On the sidelines of last week’s Asean Summit in Manila, leaders signed a new pact on migrant workers.
Known officially as the Asean Consensus on the Promotion of the Rights of Migrant Workers, it covers fair treatment of foreign workers, the right to visit their families, and protection from abuse, exploitation and violence.
As of 2015, officially there were over 450,000 migrant workers deployed between Asean countries, though that leaves out the millions who are undocumented. The new pact, adopted a decade after the signing of the Cebu Declaration on the Protection and the Promotion of the Rights of Migrant Workers, is claimed to strengthen protections for migrant labour in Asean.
But interestingly, only two Asean members – Indonesia and the Philippines – have ratified the International Convention on the Protection of the Rights of All Migrant Workers and Members of their Families. Cambodia did sign but has never acceded to the convention.
As with the grouping’s other agreements, it is no surprise that the new pact is not legally binding. Though the Asean Committee on Migrant Workers is tasked with ensuring the effective implementation of the commitments made and to help develop a regional instrument to protect migrant workers, the responsibility to meet such commitments falls to each member state.
Besides being non-legally binding, several other problems arise after closer scrutiny of the pact.

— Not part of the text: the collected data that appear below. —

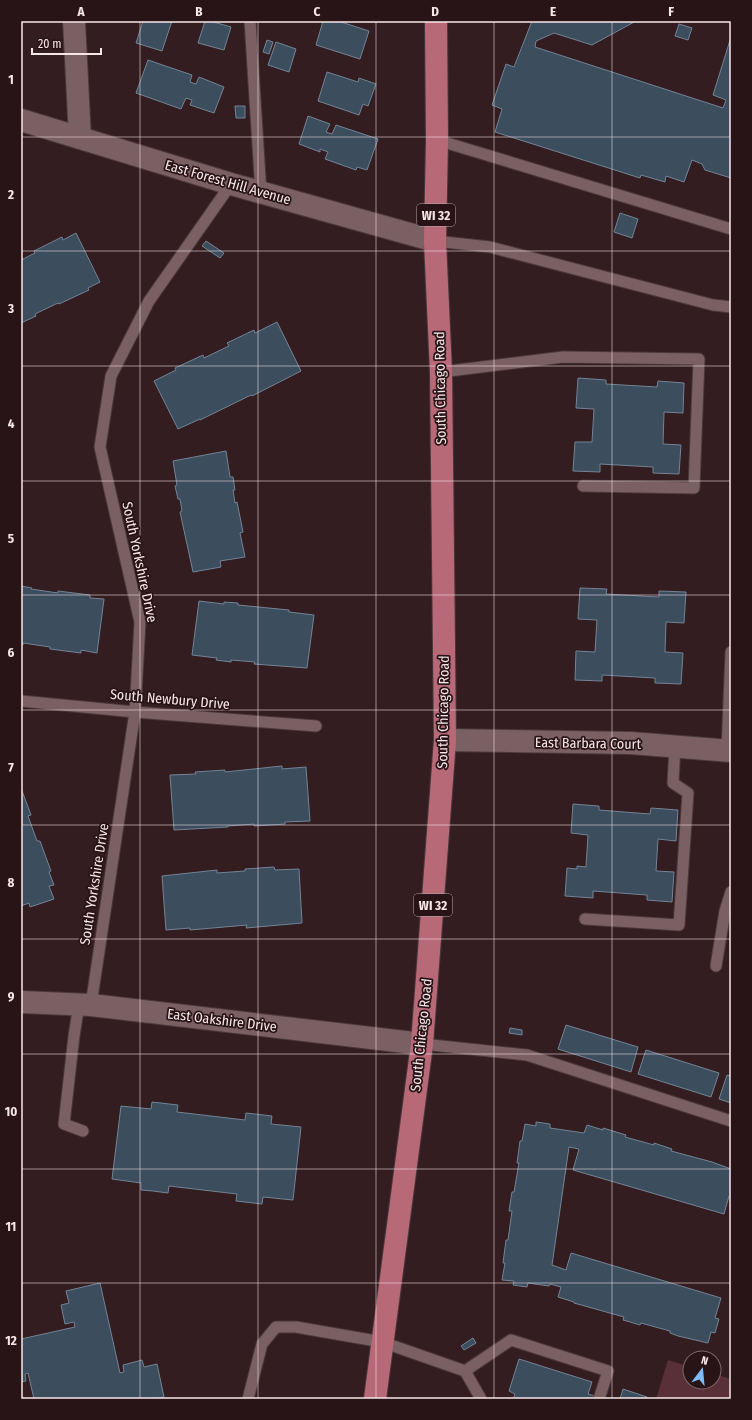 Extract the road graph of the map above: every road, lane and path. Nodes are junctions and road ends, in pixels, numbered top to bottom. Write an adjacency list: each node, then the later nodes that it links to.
1 (74, 21): 5 (street)
2 (250, 21): 8 (lane)
3 (436, 21): 6 (main road, South Chicago Road / WI 32)
4 (21, 120): 5 (street, East Forest Hill Avenue)
5 (80, 138): 7 (street, East Forest Hill Avenue)
6 (437, 140): 9 (lane); 10 (main road, South Chicago Road / WI 32)
7 (231, 184): 8 (street, East Forest Hill Avenue); 16 (lane, South Yorkshire Drive)
8 (261, 193): 10 (street, East Forest Hill Avenue)
9 (731, 229)
10 (435, 241): 11 (lane); 12 (main road, South Chicago Road / WI 32)
11 (731, 307)
12 (441, 372): 13 (lane); 18 (main road, South Chicago Road / WI 32)
13 (583, 486)
14 (731, 652): 20 (lane)
15 (21, 701): 16 (lane, South Newbury Drive)
16 (135, 712): 17 (lane, South Newbury Drive); 25 (lane, South Yorkshire Drive)
17 (316, 726)
18 (445, 740): 19 (street, East Barbara Court); 26 (main road, South Chicago Road / WI 32)
19 (675, 746): 20 (street, East Barbara Court); 22 (lane)
20 (729, 750)
21 (731, 892): 23 (lane)
22 (585, 919)
23 (716, 966)
24 (21, 1002): 25 (street, East Oakshire Drive)
25 (85, 1005): 26 (street, East Oakshire Drive); 28 (lane, South Yorkshire Drive)
26 (422, 1044): 27 (lane); 29 (main road, South Chicago Road / WI 32)
27 (731, 1120)
28 (83, 1131)
29 (382, 1342): 30 (lane); 31 (lane); 32 (main road, South Chicago Road / WI 32)
30 (464, 1371): 33 (lane); 34 (lane)
31 (248, 1399)
32 (375, 1399)
33 (481, 1399)
34 (599, 1399) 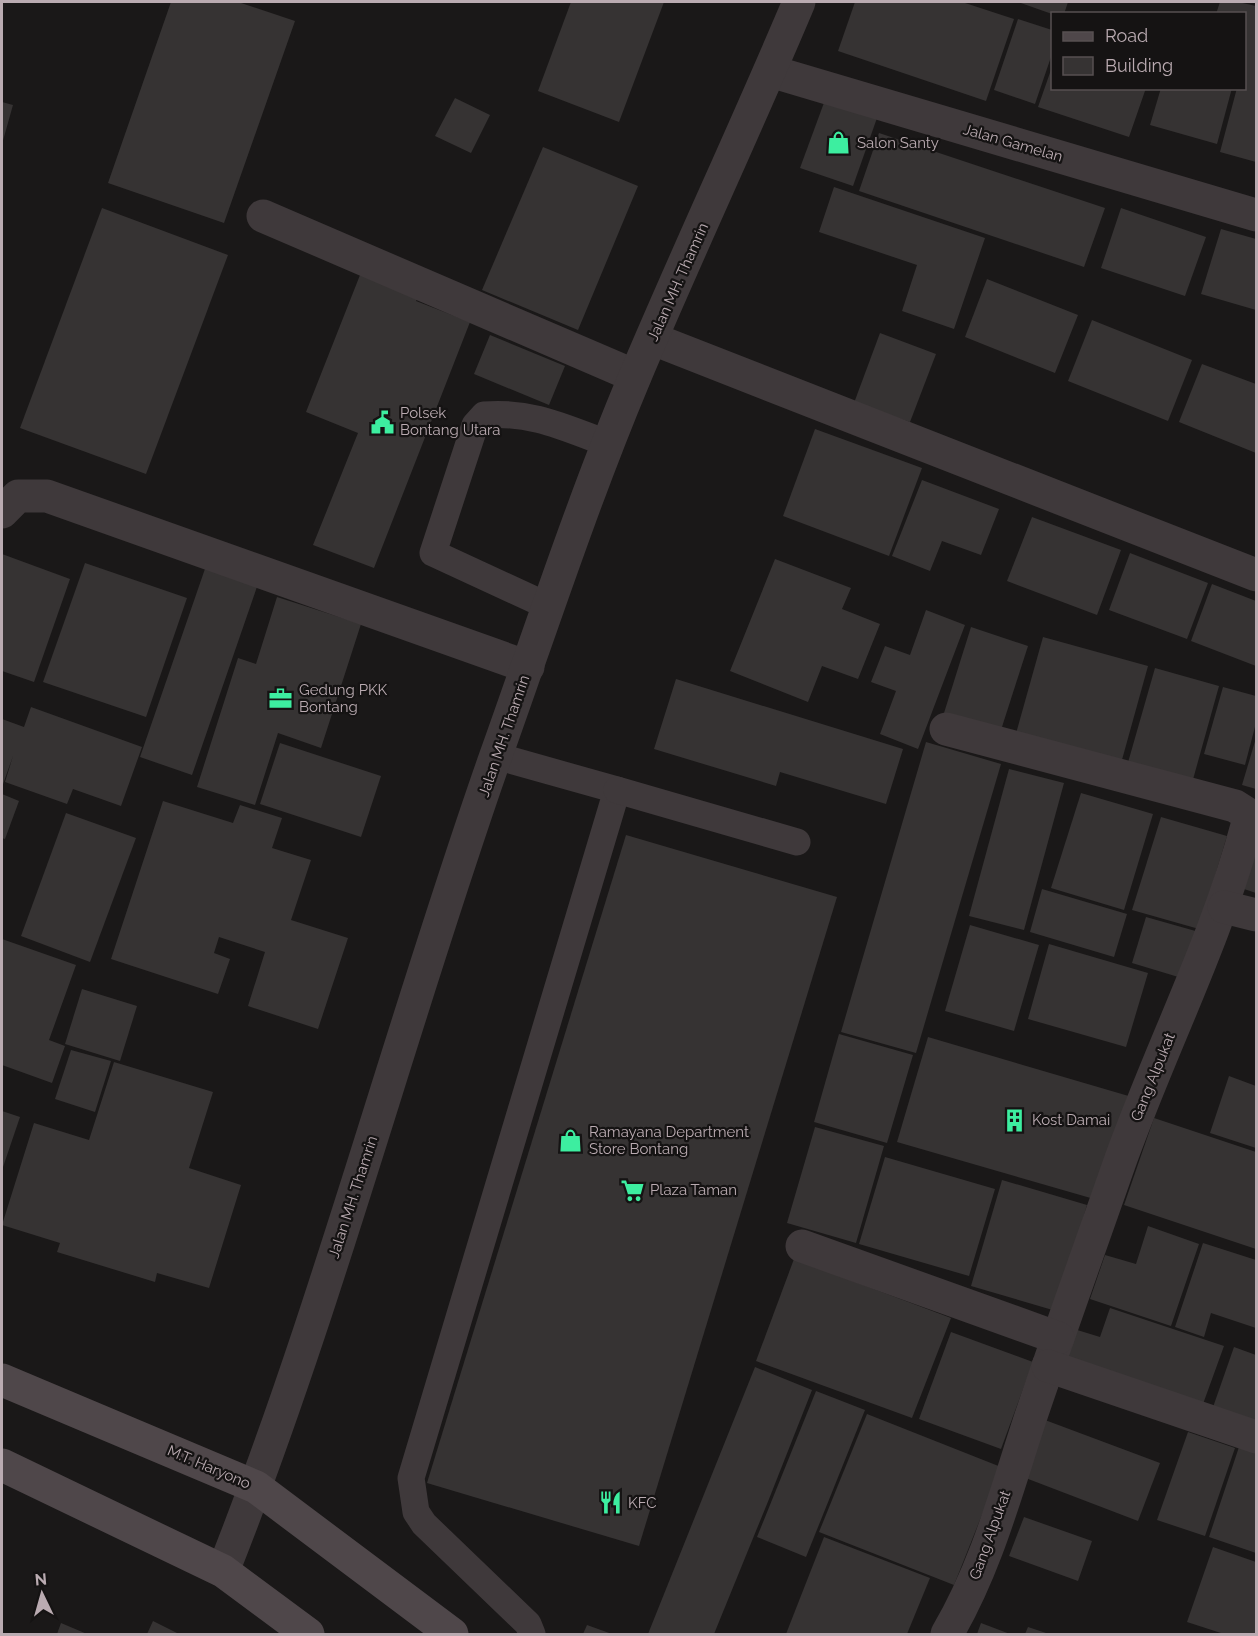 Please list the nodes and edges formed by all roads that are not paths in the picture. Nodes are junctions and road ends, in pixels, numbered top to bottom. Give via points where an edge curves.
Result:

For example, it refers to “the prevailing national laws, regulations, and policies of Asean Member States”. This “decentralised” approach does not bring fresh thinking to the situation of migrant workers across the region, nor does it solve the unequal treatment of migrant workers.
Of course the non-uniform migrant worker laws in each Asean member state are part of their respective sovereignty.
Moreover, the overarching focus of the agreement on fair or unfair treatment neglects the importance of a standardised treatment towards migrant workers. This gap leaves it to the judgement of each Asean member to decide what laws are to be passed. This means that unfair treatment of migrant workers as defined in one Asean state may be considered fine in others.
In addition, the agreement does not specify in detail what constitutes fair or unfair treatment. From Chapter 1 to 7, the agreement only mentions fair treatment for the fulfilment of migrant rights yet lacking necessary details.
The pact is also silent on individual or collective procedures to complain in the face of unexpected, unfair treatment. The agreement only describes Asean member states’ responsibility and duties to fulfil migrant workers’ rights without mentioning necessary details on how migrant workers can file complains against the receiving state that breaches its obligation.
In comparison, for instance, the European Convention on the Legal Status of Migrant Workers says: “Migrant workers shall be entitled, under the same conditions as nationals, to full legal and judicial protection of their persons and property and of their rights and interests.”
In the Asean pact, such regulation is absent. The most probable and common procedure is of course to access local courts in the receiving state, but it is not mentioned clearly how that procedure takes place.
Thus the absence of procedure, in fact, does not reflect claims of a people-oriented Asean, but confirms the grouping’s non-inclusive and elitist approach in protecting migrant workers.
It is too soon to assess how Asean and its member states will voluntarily comply and enact the non-binding regional agreement on migrant workers. But based on wording of the pact, which is missing crucial parts needed to ensure their rights, it is right to question the bloc and its members’ commitment to establishing a framework of protection and promotion of migrant workers rights.
Dio Herdiawan Tobing is a research associate at the Asean Studies Centre, Gadjah Mada University in Yogyakarta.